Adrenal gland exhaustion can cause poor quality sleep

By naturopath Margaret Jasinska

Do you suffer from poor quality sleep and morning fatigue? Is your sleep light and restless, leaving you feeling unrefreshed in the mornings? Have you considered that your adrenal glands may be responsible?

Getting deep, restful sleep is so important for overall health, energy, and a positive mental outlook. Many health problems could be significantly improved if only a person was able to achieve quality sleep.

Unfortunately, there are numerous factors that can interfere with sleep quality; stress is a major one but nutrient deficiencies, hormone imbalances, gut and liver conditions and immune system disorders can significantly impair sleep. Adrenal gland dysfunction is another culprit you may not have thought of.

Your adrenal glands sit on top of your kidneys and secrete several hormones. One of them is cortisol. Cortisol is commonly thought of as a stress hormone. We do release excess cortisol if we have been stressed for some time, but cortisol has several other functions in our body. It helps to support the immune system and it is involved in metabolism, particularly blood sugar control.

Your adrenal glands release the hormone cortisol in a cyclical pattern; levels are supposed to be highest around 7:30 am and lowest between midnight and 4 am.
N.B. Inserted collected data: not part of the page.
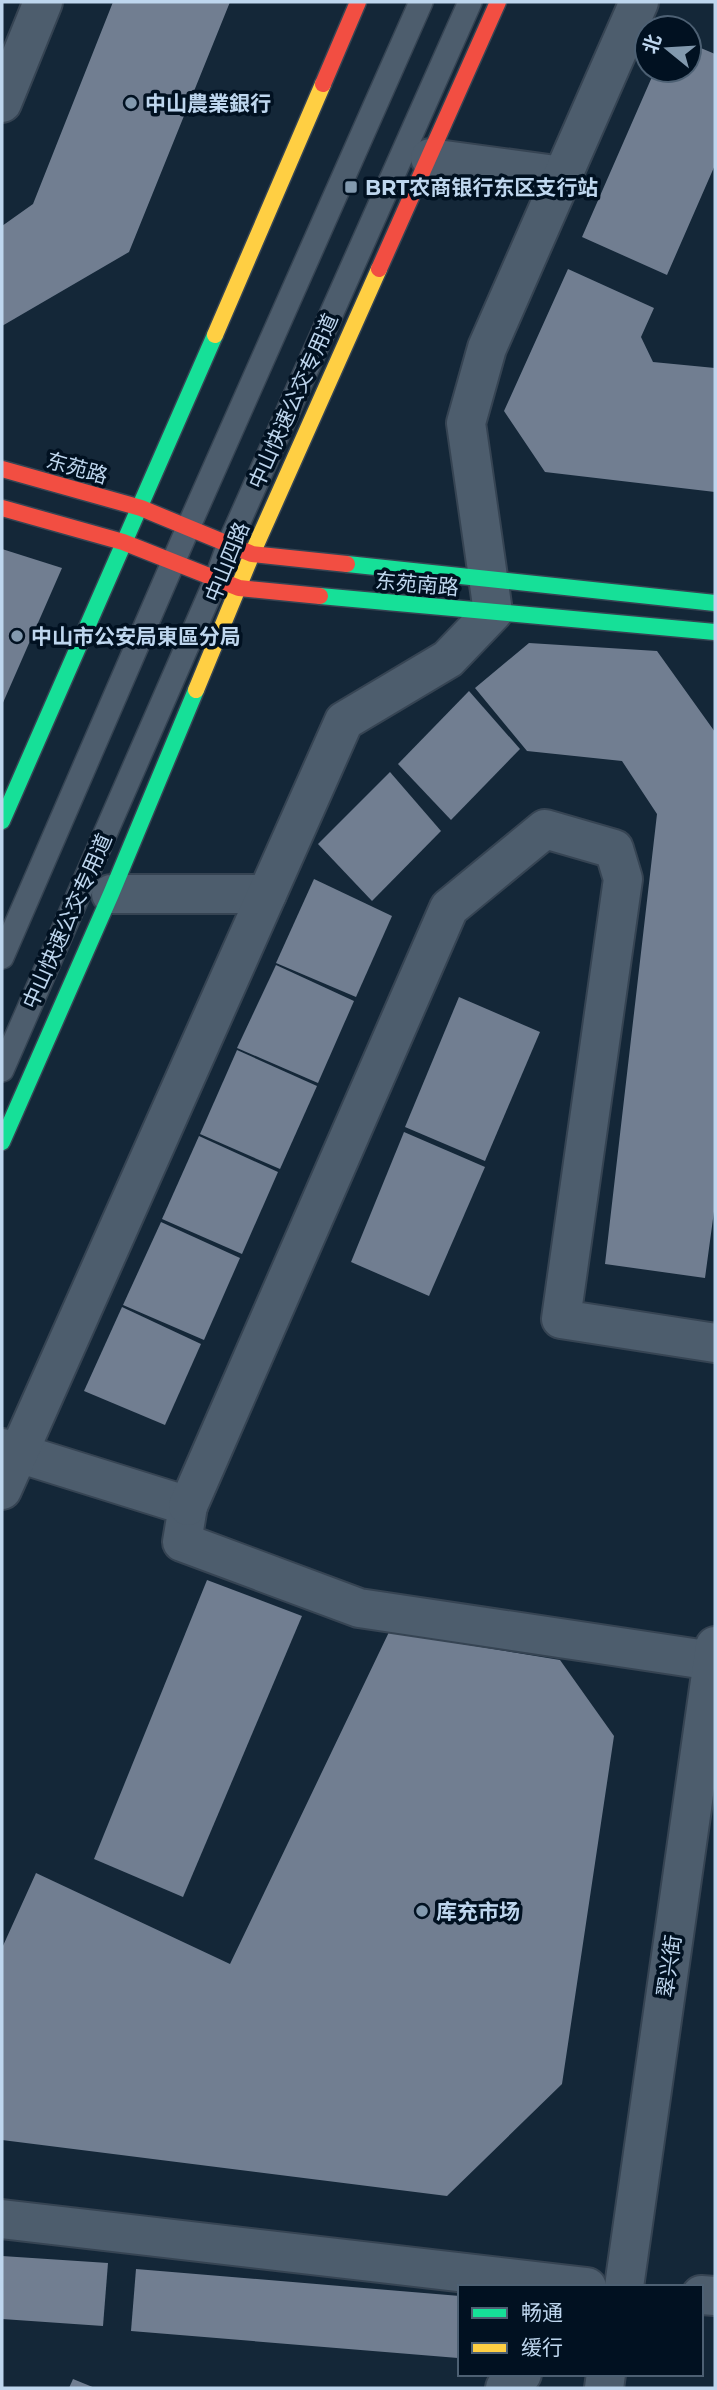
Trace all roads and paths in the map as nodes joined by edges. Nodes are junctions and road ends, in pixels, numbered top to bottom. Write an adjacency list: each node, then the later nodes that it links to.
1 (43, 2): 7 (street)
2 (358, 2): 12 (main road)
3 (421, 2): 13 (lane)
4 (470, 2): 15 (lane, 中山快速公交专用道)
5 (498, 2): 8 (main road, 中山四路)
6 (639, 2): 9 (street)
7 (2, 103)
8 (430, 158): 9 (street); 16 (main road, 中山四路)
9 (563, 176): 20 (street)
10 (2, 469): 12 (main road, 东苑路)
11 (2, 508): 14 (main road)
12 (141, 508): 13 (main road, 东苑南路); 14 (main road)
13 (188, 528): 15 (main road, 东苑南路); 17 (lane)
14 (123, 542): 17 (main road, 东苑南路); 23 (main road)
15 (229, 544): 16 (main road, 东苑南路); 18 (lane, 中山快速公交专用道)
16 (251, 554): 19 (main road, 中山四路); 20 (main road, 东苑南路)
17 (174, 563): 18 (main road, 东苑南路); 26 (lane)
18 (216, 580): 19 (main road, 东苑南路); 27 (lane, 中山快速公交专用道)
19 (239, 588): 20 (main road, 东苑南路); 24 (main road, 中山四路)
20 (491, 596): 21 (main road, 东苑南路); 22 (main road, 东苑南路); 25 (street)
21 (715, 603)
22 (715, 632)
23 (2, 821)
24 (111, 894): 25 (street); 28 (main road, 中山四路)
25 (267, 894): 30 (street)
26 (2, 957)
27 (2, 1070)
28 (2, 1142)
29 (715, 1343): 32 (street)
30 (10, 1450): 31 (street); 32 (street)
31 (2, 1490)
32 (188, 1506): 33 (street)
33 (714, 1653): 36 (street, 翠兴街)
34 (2, 2219): 35 (street)
35 (570, 2285)
36 (624, 2285)
37 (520, 2376): 38 (street)
38 (505, 2388)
High cortisol levels in the morning are supposed to get you up and moving, feeling energized and motivated to face a new day. During the evenings low cortisol helps you to wind down and relax. Many people have disrupted cortisol secretion and some people produce insufficient cortisol.

If you have been stressed for some time, it is likely your adrenal glands have been pumping out high levels of cortisol. If this scenario continues for long enough, you are at risk of developing adrenal gland exhaustion. This is a condition where cortisol becomes lower than ideal but not low enough to classify as Addison’s disease. Usually the cortisol level is consistent all day and night, rather than the high in the morning and low in the evening pattern. Sometimes another adrenal gland hormone called DHEA is also too low.

Symptoms of adrenal gland exhaustion

You may experience some or all of these symptoms:

  • Chronic fatigue
  • Unrefreshing sleep
  • Anxiety and/or depression
  • Foggy head/poor concentration
  • Sugar and/or salt cravings
  • Low-stress tolerance and feeling easily overwhelmed
  • Excessive sensitivity to cold weather
  • Poor circulation
  • Fluid retention

Adrenal gland exhaustion can disrupt your sleep

Cortisol plays an important role in stabilising your blood sugar level. During the night, you go without food for at least 8 hours. Cortisol is supposed to ensure there is enough glucose in your bloodstream to keep your metabolism going throughout the night. People with low cortisol are prone to suffering from hypoglycaemia during the night.

Your brain is usually heavily reliant on glucose, and if it can’t access enough glucose throughout the night, you may wake up. Some people wake up several times during the night and find it difficult to get back to sleep. For other people, they don’t wake up sufficiently to be consciously awake; they just have a very light and restless sleep and eventually wake up in the morning feeling exhausted and like they had no sleep at all.

Many people manage their poor sleep by eating a small snack comprised of some carbohydrate and protein just before going to bed. This can certainly help some people to sleep more soundly, but I prefer treating the adrenal gland exhaustion so that your adrenals are healthy enough to control your blood sugar effectively through the night, helping you to stay asleep.

Tips for healthy adrenal glands

Stress and anxiety are the biggest enemies of your adrenal glands. Stress is sometimes unavoidable, and sometimes we are stuck in a very difficult situation in life. However, long-term stress is very destructive to your health and it is vital to find ways to manage it. Exercise, meditation and counselling are all effective ways some people manage stress. If anxiety is an issue for you, you may find help in the book Help for Anxiety and Depression.

Your adrenal glands are heavily reliant on vitamin C. Most of the vitamin C in your body actually gets stored there. Even if you eat lots of fruit and vegetables, it can be difficult to ingest sufficient vitamin C if you’re living with chronic stress because it will get used up quickly. Vitamin C competes with glucose for absorption into cells, so people with elevated blood sugar are prone to vitamin C deficiency.

It may be useful to have a very small snack just before bed. Eating too much before bed can disrupt sleep quality, so make sure the snack is only around 3 or 4 mouthfuls of food. Suitable examples include almond butter or tahini spread on an apple wedge or half a banana. Or you could have a small amount of nut butter or avocado spread on a gluten-free cracker. A boiled egg with an apple wedge is another option.

Tyrosine is an amino acid that can help you manage your stress more easily. Your brain uses this amino acid to produce the neurotransmitters dopamine and noradrenaline. They are required for good concentration, good mood, motivation and stress-coping abilities. Tyrosine can help you feel less stressed; therefore, less pressure will be placed on your adrenal glands.

Magnesium has a reputation for being “the great relaxer” because it really is. It helps to relax your muscles and nervous system, helping you to wind down at bedtime. It may also help you keep a level head and not overreact to stressful situations during the day.